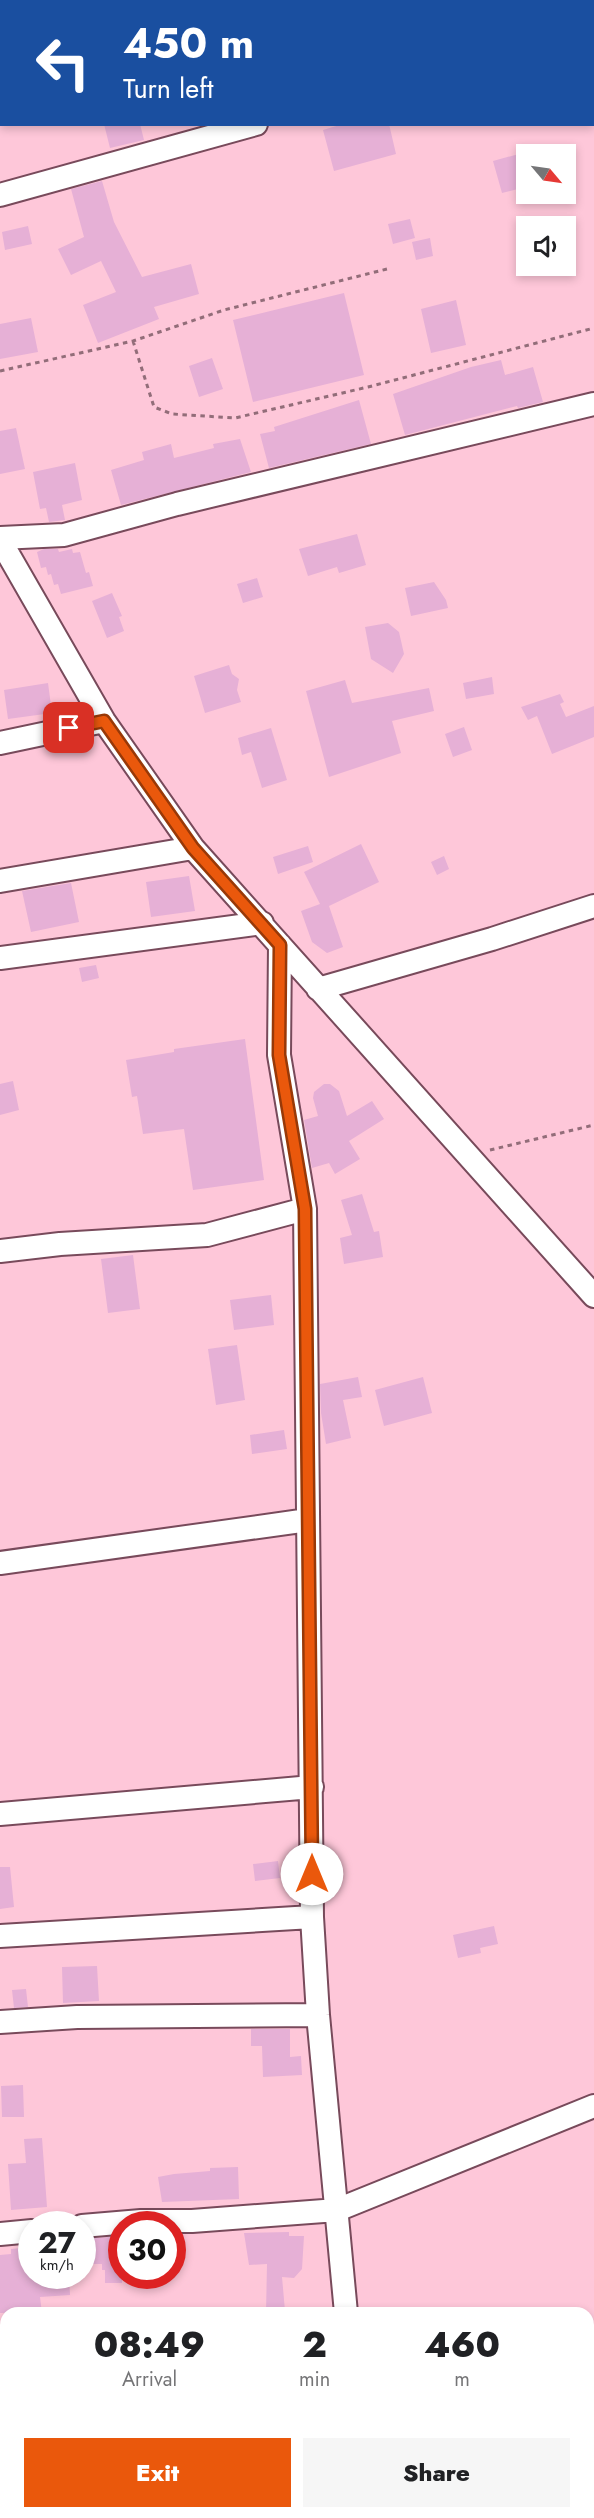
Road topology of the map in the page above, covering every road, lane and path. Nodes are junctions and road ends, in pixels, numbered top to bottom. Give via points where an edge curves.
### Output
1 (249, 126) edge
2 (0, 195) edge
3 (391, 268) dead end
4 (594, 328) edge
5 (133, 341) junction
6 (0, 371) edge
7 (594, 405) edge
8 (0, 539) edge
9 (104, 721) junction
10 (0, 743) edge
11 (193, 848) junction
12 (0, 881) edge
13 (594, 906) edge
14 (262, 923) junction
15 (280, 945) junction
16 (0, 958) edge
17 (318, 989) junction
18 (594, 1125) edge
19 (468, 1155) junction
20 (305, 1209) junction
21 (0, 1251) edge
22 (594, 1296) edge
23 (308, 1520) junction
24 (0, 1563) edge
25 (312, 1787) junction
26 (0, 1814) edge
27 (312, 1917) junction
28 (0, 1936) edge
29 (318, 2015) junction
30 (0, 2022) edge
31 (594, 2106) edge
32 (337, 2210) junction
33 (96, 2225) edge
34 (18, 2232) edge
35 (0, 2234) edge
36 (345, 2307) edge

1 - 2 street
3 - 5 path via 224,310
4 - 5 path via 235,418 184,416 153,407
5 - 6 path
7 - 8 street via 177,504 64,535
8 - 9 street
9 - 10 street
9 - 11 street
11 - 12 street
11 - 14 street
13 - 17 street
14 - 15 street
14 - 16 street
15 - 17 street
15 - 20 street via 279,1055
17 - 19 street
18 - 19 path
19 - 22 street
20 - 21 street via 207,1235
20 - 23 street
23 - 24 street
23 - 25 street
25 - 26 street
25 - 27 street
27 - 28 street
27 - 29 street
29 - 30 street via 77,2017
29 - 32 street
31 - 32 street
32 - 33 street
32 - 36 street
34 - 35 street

════════════════════

An exact copy of the listing above, minus its pictures, is what is needed here.

Road topology of the map in the page above, covering every road, lane and path. Nodes are junctions and road ends, in pixels, numbered top to bottom. Give via points where an edge curves.
### Output
1 (249, 126) edge
2 (0, 195) edge
3 (391, 268) dead end
4 (594, 328) edge
5 (133, 341) junction
6 (0, 371) edge
7 (594, 405) edge
8 (0, 539) edge
9 (104, 721) junction
10 (0, 743) edge
11 (193, 848) junction
12 (0, 881) edge
13 (594, 906) edge
14 (262, 923) junction
15 (280, 945) junction
16 (0, 958) edge
17 (318, 989) junction
18 (594, 1125) edge
19 (468, 1155) junction
20 (305, 1209) junction
21 (0, 1251) edge
22 (594, 1296) edge
23 (308, 1520) junction
24 (0, 1563) edge
25 (312, 1787) junction
26 (0, 1814) edge
27 (312, 1917) junction
28 (0, 1936) edge
29 (318, 2015) junction
30 (0, 2022) edge
31 (594, 2106) edge
32 (337, 2210) junction
33 (96, 2225) edge
34 (18, 2232) edge
35 (0, 2234) edge
36 (345, 2307) edge

1 - 2 street
3 - 5 path via 224,310
4 - 5 path via 235,418 184,416 153,407
5 - 6 path
7 - 8 street via 177,504 64,535
8 - 9 street
9 - 10 street
9 - 11 street
11 - 12 street
11 - 14 street
13 - 17 street
14 - 15 street
14 - 16 street
15 - 17 street
15 - 20 street via 279,1055
17 - 19 street
18 - 19 path
19 - 22 street
20 - 21 street via 207,1235
20 - 23 street
23 - 24 street
23 - 25 street
25 - 26 street
25 - 27 street
27 - 28 street
27 - 29 street
29 - 30 street via 77,2017
29 - 32 street
31 - 32 street
32 - 33 street
32 - 36 street
34 - 35 street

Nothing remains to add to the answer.